From the entries that follow, copy every line with the word "place".

--- START ---

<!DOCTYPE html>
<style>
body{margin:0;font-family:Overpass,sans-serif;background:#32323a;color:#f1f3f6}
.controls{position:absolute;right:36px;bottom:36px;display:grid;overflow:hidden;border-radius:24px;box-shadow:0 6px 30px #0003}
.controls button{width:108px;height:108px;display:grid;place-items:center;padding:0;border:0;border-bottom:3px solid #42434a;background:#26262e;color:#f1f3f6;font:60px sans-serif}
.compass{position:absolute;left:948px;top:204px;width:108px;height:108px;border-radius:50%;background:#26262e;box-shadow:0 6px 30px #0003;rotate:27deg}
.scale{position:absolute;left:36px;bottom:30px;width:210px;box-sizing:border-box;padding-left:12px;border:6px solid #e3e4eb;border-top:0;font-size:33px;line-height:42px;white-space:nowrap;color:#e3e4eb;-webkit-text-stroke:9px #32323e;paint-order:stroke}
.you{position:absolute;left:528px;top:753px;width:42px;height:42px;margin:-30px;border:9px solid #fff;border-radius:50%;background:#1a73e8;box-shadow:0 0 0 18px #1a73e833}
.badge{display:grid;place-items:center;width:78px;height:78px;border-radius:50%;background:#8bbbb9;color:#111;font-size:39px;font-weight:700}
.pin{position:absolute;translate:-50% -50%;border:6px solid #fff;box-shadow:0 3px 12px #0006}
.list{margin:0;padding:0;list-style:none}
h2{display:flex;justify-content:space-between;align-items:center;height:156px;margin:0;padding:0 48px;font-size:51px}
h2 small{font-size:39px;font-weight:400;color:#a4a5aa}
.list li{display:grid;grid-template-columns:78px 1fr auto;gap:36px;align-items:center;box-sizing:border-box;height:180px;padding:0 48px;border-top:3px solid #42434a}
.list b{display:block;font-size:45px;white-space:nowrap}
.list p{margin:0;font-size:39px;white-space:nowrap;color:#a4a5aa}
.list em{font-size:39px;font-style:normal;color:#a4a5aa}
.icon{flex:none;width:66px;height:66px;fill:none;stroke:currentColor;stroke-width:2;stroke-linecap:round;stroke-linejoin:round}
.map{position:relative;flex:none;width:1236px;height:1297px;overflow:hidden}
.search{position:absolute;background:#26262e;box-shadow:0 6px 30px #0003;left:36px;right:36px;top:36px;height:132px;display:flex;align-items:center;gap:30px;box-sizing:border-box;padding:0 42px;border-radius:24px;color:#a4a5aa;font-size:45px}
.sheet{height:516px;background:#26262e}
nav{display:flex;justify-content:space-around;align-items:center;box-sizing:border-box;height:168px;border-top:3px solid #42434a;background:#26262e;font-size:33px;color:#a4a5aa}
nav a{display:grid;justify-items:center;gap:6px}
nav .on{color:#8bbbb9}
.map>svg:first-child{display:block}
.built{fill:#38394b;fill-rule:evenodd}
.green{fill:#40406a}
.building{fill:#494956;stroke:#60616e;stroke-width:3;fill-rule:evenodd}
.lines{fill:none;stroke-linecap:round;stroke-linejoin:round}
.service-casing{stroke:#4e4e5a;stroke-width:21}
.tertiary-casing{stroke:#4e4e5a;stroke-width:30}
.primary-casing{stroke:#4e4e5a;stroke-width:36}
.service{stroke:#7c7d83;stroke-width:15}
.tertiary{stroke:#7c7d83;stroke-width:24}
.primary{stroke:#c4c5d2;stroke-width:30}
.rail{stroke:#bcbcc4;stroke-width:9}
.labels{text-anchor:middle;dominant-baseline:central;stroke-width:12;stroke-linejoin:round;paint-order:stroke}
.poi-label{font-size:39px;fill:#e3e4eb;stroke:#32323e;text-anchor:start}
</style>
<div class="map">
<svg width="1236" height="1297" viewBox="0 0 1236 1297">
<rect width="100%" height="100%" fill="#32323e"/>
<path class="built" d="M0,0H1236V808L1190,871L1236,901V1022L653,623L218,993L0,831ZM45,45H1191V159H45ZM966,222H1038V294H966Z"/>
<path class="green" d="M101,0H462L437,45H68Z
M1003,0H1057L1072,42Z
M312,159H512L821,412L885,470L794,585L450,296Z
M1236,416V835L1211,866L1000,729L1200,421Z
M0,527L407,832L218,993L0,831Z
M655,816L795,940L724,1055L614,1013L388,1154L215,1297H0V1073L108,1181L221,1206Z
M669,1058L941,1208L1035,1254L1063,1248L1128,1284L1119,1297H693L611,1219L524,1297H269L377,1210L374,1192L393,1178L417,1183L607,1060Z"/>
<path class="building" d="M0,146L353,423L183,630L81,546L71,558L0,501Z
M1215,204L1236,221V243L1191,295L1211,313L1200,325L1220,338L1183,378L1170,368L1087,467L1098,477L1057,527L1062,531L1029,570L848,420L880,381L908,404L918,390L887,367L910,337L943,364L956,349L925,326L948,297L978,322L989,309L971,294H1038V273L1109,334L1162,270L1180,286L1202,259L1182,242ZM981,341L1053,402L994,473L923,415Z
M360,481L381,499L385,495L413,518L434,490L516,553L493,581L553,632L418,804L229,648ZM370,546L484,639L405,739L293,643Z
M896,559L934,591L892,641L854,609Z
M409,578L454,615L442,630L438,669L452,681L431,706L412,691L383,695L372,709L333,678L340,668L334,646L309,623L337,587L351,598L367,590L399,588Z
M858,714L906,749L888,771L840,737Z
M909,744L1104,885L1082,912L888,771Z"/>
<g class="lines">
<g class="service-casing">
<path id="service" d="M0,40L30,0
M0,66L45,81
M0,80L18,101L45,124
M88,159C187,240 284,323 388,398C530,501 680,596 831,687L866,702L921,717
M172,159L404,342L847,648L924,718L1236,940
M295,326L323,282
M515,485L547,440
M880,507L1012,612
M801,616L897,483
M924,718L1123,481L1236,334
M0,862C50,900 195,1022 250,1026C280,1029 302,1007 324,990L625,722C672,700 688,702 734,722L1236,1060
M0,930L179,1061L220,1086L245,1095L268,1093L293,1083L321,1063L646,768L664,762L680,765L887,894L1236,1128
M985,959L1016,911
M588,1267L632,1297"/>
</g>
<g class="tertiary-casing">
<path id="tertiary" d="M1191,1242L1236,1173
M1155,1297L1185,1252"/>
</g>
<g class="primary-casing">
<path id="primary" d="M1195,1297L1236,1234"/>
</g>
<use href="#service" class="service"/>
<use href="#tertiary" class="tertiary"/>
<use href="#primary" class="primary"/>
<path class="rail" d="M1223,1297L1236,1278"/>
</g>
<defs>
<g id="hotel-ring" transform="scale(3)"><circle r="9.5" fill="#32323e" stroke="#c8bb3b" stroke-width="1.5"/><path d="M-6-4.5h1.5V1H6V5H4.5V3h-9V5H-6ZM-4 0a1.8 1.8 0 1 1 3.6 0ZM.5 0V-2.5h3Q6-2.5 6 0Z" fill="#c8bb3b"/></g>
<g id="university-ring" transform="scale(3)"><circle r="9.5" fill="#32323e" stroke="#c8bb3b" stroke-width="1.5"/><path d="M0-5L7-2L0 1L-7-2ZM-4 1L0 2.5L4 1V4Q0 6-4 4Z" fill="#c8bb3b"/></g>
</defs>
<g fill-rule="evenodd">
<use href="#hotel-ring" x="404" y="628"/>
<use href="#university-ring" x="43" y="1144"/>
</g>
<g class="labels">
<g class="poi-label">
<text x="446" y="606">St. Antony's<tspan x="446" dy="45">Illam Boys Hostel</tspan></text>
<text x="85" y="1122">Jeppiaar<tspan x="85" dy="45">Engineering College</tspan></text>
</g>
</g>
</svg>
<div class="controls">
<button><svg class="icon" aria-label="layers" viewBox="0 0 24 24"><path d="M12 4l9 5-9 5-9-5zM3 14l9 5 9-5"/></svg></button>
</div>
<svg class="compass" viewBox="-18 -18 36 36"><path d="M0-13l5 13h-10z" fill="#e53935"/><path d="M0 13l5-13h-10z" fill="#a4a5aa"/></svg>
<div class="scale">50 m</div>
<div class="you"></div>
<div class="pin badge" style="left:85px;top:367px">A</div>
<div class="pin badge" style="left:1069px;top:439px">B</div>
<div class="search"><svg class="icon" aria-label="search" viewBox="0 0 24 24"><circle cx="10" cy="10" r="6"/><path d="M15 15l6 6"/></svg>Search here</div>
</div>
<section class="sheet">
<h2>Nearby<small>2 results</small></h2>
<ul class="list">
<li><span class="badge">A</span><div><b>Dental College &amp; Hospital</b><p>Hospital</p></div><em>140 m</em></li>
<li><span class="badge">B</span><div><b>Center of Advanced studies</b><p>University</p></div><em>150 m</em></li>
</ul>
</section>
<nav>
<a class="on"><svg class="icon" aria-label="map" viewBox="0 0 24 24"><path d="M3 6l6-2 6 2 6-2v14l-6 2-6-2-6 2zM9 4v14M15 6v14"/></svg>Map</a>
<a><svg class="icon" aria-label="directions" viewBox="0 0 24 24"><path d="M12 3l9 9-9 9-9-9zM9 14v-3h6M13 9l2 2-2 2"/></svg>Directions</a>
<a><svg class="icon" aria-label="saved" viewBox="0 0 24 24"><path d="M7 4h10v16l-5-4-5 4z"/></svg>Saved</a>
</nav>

--- END ---

## Written reply
.controls button{width:108px;height:108px;display:grid;place-items:center;padding:0;border:0;border-bottom:3px solid #42434a;background:#26262e;color:#f1f3f6;font:60px sans-serif}
.badge{display:grid;place-items:center;width:78px;height:78px;border-radius:50%;background:#8bbbb9;color:#111;font-size:39px;font-weight:700}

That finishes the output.